Draw out every line with the word "then" from the listing below.

§ **THE DATA**

=======

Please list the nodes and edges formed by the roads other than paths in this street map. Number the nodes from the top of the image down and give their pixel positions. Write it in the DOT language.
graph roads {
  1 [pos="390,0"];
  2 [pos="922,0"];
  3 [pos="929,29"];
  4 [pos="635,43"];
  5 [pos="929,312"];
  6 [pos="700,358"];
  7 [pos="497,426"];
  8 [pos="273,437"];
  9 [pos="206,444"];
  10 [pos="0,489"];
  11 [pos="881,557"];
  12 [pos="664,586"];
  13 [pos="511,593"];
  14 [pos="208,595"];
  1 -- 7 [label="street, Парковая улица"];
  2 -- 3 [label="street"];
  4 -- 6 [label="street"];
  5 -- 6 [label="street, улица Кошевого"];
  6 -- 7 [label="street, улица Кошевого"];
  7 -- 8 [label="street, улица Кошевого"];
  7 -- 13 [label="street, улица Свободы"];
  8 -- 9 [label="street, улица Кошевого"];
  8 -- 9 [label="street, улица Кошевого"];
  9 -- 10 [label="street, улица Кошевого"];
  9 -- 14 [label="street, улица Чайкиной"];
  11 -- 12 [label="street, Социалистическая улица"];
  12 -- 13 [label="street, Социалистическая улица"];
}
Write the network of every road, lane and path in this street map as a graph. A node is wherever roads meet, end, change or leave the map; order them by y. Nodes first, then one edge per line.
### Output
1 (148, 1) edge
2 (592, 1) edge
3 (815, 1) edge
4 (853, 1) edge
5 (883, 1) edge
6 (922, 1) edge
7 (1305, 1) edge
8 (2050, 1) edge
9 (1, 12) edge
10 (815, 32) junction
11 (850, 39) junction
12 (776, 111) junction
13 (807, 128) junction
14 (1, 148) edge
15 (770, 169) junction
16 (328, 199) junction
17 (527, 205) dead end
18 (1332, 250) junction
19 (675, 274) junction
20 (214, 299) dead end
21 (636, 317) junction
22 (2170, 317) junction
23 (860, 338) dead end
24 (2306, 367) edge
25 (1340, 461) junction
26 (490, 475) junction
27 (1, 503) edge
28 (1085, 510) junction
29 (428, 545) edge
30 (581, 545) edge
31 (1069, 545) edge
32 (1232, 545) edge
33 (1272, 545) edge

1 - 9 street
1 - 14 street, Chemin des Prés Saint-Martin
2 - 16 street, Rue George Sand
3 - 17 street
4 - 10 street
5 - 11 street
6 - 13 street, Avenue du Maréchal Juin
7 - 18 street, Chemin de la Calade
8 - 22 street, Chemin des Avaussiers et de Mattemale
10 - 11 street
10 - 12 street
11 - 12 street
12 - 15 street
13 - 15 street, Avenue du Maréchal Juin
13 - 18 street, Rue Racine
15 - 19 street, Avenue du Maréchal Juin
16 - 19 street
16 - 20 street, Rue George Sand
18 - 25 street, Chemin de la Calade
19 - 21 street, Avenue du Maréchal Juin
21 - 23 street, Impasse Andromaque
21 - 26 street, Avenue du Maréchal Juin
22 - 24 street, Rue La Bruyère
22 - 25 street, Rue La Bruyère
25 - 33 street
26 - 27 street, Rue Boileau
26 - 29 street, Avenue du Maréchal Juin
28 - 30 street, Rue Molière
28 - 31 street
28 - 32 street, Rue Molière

=======

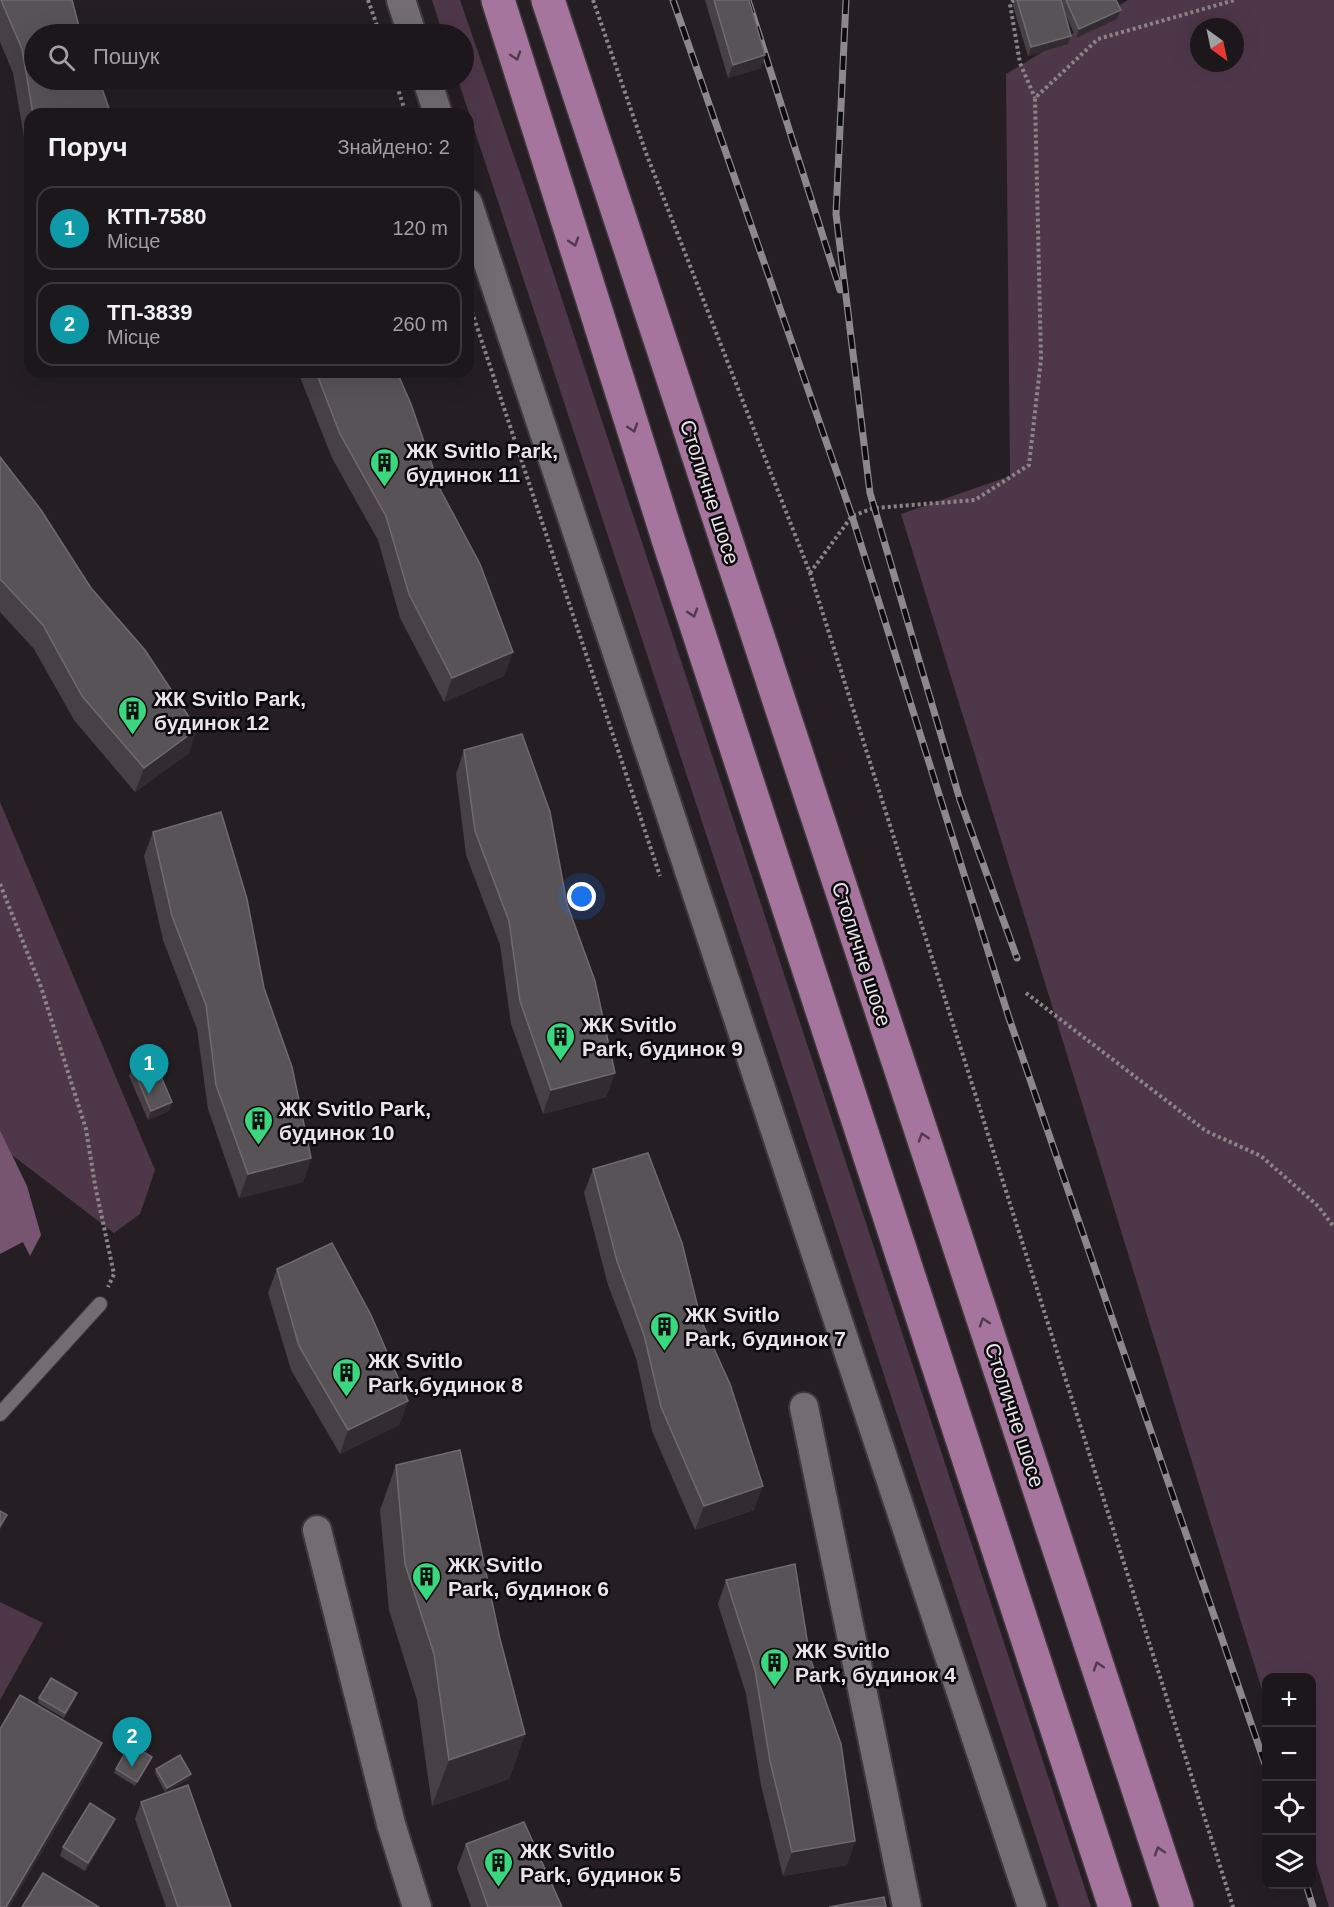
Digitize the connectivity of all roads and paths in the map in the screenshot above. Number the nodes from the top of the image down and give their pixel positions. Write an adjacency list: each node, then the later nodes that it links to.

=======

§ **SOLUTION TO THIS EXERCISE**
Write the network of every road, lane and path in this street map as a graph. A node is wherever roads meet, end, change or leave the map; order them by y. Nodes first, then one edge per line.
Digitize the connectivity of all roads and paths in the map in the screenshot above. Number the nodes from the top of the image down and give their pixel positions. Write an adjacency list: each node, then the later nodes that it links to.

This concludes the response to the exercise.